Most foods, especially baked goods, require careful adjustments. Every ingredient has an important role in the outcome of a satisfactory meal. Fat provides flavor and richness and improves texture in baked goods and makes foods smooth and creamy. Eggs provide structure, act as thickeners, and add volume to food. Sugar provides flavor, increases tenderness, and acts as a preservative in some products. Salt provides flavor, reduces the action of yeast, and also acts as a preservative in some foods.

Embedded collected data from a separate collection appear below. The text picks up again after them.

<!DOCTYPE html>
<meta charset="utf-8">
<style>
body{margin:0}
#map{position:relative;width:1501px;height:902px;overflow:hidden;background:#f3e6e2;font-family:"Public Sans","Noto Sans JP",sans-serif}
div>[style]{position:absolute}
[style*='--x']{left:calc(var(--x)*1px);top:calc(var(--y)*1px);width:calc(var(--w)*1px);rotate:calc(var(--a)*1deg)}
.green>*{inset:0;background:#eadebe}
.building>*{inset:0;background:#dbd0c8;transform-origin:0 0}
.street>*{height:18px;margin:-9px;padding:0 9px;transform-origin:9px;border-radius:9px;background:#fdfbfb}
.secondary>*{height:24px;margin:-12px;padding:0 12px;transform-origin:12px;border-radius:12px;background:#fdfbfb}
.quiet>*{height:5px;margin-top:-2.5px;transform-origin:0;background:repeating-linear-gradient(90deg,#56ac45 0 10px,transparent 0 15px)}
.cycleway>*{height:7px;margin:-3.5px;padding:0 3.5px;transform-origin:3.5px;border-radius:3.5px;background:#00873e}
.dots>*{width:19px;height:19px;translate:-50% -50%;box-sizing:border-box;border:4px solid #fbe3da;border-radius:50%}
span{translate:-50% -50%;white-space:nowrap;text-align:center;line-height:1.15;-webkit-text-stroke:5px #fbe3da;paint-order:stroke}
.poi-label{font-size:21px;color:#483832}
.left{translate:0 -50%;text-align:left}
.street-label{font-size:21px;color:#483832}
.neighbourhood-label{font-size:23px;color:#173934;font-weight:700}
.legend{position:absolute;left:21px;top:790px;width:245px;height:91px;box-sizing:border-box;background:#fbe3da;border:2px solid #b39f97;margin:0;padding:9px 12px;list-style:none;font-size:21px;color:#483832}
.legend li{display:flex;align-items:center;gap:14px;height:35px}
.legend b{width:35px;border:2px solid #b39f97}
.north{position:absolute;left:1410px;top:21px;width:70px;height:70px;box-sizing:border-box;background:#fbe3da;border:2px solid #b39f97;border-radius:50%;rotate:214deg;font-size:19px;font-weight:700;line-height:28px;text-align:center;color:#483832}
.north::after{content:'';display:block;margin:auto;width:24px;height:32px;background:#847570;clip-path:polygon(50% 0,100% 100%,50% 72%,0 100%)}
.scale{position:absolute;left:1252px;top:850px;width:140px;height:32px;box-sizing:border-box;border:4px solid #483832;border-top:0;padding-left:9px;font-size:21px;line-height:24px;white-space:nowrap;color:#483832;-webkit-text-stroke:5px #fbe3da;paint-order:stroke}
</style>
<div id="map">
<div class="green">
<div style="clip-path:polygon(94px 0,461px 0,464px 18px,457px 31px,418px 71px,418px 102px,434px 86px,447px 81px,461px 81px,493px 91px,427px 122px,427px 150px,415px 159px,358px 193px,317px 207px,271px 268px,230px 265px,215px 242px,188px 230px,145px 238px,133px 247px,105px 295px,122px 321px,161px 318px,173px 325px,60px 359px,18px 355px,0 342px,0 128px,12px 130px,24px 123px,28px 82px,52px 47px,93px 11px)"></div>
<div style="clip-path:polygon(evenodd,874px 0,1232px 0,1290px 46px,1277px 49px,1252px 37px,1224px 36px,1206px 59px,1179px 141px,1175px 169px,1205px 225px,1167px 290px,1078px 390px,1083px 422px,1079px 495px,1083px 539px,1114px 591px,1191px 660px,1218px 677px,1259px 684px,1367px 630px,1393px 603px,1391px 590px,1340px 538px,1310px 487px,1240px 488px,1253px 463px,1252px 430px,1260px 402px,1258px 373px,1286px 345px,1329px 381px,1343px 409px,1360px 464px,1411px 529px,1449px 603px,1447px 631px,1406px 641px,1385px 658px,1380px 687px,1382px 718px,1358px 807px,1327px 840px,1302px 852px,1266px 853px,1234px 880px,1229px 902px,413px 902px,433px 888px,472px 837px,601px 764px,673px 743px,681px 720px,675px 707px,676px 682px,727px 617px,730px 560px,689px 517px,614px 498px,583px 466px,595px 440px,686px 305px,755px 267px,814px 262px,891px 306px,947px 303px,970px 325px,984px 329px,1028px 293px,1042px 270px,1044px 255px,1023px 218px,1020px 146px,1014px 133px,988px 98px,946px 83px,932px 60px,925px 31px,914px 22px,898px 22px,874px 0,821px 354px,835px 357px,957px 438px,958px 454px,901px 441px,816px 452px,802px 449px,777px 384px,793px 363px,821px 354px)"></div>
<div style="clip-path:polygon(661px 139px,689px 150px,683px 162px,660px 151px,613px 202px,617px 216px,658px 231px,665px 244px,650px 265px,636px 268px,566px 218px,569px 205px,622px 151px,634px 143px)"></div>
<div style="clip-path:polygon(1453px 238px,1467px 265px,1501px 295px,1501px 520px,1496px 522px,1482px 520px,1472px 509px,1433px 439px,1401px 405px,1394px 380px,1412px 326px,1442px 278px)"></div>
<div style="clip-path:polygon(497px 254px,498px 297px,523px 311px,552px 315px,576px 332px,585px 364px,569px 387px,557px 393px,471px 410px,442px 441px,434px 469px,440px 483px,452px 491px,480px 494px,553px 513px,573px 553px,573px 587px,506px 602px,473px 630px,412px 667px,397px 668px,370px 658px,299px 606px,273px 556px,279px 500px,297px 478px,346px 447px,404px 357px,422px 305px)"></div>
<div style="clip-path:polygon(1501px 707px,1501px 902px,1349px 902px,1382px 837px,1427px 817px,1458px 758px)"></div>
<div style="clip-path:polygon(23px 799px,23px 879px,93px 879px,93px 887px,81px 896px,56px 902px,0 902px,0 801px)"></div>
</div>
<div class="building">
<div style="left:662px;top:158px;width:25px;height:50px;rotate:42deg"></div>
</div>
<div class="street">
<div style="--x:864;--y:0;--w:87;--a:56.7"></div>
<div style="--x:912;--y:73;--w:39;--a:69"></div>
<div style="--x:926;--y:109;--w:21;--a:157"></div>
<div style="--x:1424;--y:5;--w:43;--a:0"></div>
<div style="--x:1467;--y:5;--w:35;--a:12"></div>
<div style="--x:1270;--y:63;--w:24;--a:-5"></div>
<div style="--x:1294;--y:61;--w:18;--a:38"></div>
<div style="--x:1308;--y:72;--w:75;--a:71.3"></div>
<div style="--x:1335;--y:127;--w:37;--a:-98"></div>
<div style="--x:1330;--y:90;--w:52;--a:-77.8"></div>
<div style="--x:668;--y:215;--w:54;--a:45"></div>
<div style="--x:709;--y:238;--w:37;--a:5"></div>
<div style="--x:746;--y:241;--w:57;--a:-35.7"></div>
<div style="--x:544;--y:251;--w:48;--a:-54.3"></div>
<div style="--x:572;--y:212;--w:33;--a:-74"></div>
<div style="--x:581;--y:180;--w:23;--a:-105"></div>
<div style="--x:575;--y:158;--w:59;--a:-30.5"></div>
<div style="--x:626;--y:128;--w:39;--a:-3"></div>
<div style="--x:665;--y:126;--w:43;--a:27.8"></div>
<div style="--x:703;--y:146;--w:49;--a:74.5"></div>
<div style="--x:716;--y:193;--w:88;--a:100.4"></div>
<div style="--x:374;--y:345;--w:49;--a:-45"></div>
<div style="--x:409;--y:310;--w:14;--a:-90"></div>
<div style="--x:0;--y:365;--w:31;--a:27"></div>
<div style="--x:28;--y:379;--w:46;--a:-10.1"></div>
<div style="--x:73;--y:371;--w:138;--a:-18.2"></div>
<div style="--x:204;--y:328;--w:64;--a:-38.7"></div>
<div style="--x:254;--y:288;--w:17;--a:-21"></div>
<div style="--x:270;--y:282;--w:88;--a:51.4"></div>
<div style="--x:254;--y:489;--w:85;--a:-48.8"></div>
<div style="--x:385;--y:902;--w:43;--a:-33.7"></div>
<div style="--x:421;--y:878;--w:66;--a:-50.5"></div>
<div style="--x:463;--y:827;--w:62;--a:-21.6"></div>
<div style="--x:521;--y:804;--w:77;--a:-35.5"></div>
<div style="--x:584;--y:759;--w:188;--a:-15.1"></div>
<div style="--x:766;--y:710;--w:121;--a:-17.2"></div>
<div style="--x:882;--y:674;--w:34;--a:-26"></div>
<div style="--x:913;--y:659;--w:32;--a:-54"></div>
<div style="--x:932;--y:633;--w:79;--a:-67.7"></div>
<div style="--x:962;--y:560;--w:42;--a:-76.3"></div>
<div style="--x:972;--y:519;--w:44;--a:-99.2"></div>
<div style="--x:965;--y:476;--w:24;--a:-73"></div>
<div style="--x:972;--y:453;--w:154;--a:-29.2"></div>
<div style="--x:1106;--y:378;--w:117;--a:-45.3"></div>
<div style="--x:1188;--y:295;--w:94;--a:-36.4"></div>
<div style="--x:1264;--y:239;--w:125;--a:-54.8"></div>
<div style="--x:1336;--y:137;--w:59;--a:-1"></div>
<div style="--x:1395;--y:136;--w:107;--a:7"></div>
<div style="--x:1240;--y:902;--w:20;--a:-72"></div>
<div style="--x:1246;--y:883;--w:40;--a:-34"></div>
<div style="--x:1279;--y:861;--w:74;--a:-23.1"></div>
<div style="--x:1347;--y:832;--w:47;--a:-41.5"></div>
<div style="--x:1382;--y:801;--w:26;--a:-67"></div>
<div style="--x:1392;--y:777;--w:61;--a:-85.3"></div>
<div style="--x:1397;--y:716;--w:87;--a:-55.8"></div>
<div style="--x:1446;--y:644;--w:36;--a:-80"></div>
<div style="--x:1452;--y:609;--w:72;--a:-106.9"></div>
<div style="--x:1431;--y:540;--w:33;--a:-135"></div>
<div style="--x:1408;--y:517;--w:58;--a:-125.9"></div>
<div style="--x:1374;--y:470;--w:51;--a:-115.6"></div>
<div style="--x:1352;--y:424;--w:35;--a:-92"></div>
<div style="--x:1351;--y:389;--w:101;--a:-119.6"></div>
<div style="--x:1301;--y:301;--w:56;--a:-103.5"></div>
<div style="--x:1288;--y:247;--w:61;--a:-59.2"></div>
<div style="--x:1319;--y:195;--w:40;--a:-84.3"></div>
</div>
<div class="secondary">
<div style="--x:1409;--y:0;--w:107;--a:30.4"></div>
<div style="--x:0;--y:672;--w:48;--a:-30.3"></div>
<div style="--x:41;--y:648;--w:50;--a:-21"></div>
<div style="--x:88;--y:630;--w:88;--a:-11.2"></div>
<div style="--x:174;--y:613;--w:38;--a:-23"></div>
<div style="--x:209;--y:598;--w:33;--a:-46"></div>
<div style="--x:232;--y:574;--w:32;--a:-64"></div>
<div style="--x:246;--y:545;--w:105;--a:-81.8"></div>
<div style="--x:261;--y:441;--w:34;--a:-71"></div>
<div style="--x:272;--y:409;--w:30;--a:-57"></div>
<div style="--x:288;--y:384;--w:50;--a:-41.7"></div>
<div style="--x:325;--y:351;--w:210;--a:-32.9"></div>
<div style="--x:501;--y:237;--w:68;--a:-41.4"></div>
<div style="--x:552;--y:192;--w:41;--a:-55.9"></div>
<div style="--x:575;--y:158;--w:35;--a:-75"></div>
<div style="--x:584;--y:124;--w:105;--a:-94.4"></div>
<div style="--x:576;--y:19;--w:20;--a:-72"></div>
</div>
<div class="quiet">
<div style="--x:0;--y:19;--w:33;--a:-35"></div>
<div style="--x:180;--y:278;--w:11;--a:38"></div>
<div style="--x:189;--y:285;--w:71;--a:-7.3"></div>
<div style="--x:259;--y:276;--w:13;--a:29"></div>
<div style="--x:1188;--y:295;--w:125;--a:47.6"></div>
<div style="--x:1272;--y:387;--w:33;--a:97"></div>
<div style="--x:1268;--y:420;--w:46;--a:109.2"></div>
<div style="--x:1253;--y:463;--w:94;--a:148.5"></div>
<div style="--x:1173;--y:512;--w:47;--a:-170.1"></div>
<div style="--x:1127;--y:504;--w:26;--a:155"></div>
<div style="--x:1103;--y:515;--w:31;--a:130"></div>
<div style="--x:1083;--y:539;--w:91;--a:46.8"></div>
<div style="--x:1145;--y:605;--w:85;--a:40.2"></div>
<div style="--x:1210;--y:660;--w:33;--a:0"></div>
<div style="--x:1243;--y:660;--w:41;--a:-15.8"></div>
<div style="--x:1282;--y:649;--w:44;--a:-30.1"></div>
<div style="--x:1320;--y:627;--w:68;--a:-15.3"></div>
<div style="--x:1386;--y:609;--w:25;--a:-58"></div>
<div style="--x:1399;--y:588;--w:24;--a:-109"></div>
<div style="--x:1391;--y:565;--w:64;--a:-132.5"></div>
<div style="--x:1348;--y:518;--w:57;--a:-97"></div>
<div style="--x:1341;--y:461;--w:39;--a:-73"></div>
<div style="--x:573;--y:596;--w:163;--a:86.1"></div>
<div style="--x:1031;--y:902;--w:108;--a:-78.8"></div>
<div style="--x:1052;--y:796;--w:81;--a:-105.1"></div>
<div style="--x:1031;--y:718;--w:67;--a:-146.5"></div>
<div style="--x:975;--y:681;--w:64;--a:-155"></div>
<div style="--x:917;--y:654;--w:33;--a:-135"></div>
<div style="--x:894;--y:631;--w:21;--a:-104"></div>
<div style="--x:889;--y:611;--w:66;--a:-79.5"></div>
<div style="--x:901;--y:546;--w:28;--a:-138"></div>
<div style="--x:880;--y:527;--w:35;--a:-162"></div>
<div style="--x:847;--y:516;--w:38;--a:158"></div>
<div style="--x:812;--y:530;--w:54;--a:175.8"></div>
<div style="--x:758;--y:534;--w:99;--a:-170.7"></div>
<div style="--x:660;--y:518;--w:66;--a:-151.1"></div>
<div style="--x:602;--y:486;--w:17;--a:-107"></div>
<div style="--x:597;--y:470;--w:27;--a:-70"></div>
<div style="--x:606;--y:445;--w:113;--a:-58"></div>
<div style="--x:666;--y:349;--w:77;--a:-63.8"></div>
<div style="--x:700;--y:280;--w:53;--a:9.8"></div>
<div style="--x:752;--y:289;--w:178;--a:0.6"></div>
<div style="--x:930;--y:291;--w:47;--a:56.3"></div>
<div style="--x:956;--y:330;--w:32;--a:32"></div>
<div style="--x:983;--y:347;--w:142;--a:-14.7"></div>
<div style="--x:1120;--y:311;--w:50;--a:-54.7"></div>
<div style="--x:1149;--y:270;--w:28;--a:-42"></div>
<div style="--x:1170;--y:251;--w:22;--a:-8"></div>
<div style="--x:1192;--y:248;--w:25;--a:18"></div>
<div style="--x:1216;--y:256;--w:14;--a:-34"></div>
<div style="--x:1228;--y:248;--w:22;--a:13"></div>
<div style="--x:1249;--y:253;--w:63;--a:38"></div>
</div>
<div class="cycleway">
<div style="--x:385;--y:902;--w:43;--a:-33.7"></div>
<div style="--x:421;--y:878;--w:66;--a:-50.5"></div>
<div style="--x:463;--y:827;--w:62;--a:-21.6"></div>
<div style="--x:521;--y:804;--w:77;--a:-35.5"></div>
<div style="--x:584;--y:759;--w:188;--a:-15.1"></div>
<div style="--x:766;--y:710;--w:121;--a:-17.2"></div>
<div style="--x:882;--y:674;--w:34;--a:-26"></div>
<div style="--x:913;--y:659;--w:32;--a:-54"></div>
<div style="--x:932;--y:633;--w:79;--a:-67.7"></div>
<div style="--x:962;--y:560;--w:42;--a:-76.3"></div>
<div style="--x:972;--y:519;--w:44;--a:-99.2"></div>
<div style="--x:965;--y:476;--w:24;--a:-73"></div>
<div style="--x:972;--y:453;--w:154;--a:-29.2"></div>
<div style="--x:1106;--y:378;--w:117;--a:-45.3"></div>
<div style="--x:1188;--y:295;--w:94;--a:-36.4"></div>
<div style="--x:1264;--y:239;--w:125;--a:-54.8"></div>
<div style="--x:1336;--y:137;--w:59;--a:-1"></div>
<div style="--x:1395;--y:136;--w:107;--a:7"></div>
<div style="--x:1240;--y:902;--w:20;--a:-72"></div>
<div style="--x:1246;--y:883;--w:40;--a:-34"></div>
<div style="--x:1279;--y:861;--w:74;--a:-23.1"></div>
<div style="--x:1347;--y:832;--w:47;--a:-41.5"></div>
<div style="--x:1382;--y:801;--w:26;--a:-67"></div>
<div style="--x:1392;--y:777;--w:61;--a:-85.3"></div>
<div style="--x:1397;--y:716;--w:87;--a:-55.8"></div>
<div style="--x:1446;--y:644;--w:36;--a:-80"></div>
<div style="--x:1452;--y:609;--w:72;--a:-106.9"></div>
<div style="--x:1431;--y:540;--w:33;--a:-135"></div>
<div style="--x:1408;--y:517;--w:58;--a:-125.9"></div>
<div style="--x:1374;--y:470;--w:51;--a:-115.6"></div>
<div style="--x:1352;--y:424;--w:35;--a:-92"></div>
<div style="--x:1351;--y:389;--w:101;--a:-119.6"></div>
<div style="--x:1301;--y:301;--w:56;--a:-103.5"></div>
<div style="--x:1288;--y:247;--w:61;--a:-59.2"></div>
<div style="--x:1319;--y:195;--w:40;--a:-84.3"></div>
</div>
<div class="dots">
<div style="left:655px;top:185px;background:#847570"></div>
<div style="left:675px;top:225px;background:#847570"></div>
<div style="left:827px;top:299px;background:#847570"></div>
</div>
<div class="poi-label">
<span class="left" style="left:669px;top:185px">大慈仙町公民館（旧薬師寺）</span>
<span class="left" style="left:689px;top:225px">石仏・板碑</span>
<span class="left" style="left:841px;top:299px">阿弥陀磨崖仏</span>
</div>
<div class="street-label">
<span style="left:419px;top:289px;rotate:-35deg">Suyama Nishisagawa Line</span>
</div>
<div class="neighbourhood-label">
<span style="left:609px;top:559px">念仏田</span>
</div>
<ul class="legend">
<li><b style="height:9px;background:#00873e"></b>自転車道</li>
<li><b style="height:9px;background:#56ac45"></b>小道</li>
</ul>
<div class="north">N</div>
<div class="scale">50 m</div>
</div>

Below are suggestions for reducing fat, sugar, and salt and increasing fiber in recipes without changing texture, flavor, purpose or structure:

To Reduce Fat:

  • Use fat-free (skim) milk instead of whole milk.
  • Use low-fat sour cream (1%) or fat free plain yogurt in place of sour cream.
  • Use low-fat varieties of cheese instead of full fat cheeses.
  • Use one fourth less of liquid oil or solid fat in most recipes.
  • Use 2 egg whites for every egg or one fourth cup of egg substitute for every egg.
  • Substitute lean ground turkey for all or part of ground beef in recipes.
  • Use half the specified amount of oil to sauté or brown food.
  • Substitute applesauce for one half of the butter or margarine in cookies or cakes.
  • Use cooking methods such as bake, boil, broil, grill, roast or stir-fry instead of cooking foods in fat.
To Reduce Sugar:
  • Use up to one third less sugar in recipes for cookies, muffins, quick breads, and pie fillings. This includes sugar, brown sugar, corn syrup, honey, and molasses.
  • Replace canned fruit packed in syrup with fresh fruit or with canned fruit packed in water.
  • Add cinnamon, vanilla, and almond extract in place of sugar for sweetness.
To Reduce Salt:
  • Omit or reduce one half the amount of salt in most recipes.
  • Replace salt with spices or herbs to add flavor.
  • Use fresh or frozen foods, rather than canned foods, or use low sodium canned foods.
To Add Fiber:
  • Use brown rice instead of white rice.
  • Use whole grain pasta instead of regular pasta.
  • Substitute up to one half of all purpose flour with 100% whole wheat flour.
  • Add whole oats or chopped fruit to cookies, muffins, waffles, and pancakes.
  • Add beans to soups, casseroles, and salads.
Remember, when modifying a recipe, make one small modification at a time. Be creative and, most importantly, have fun!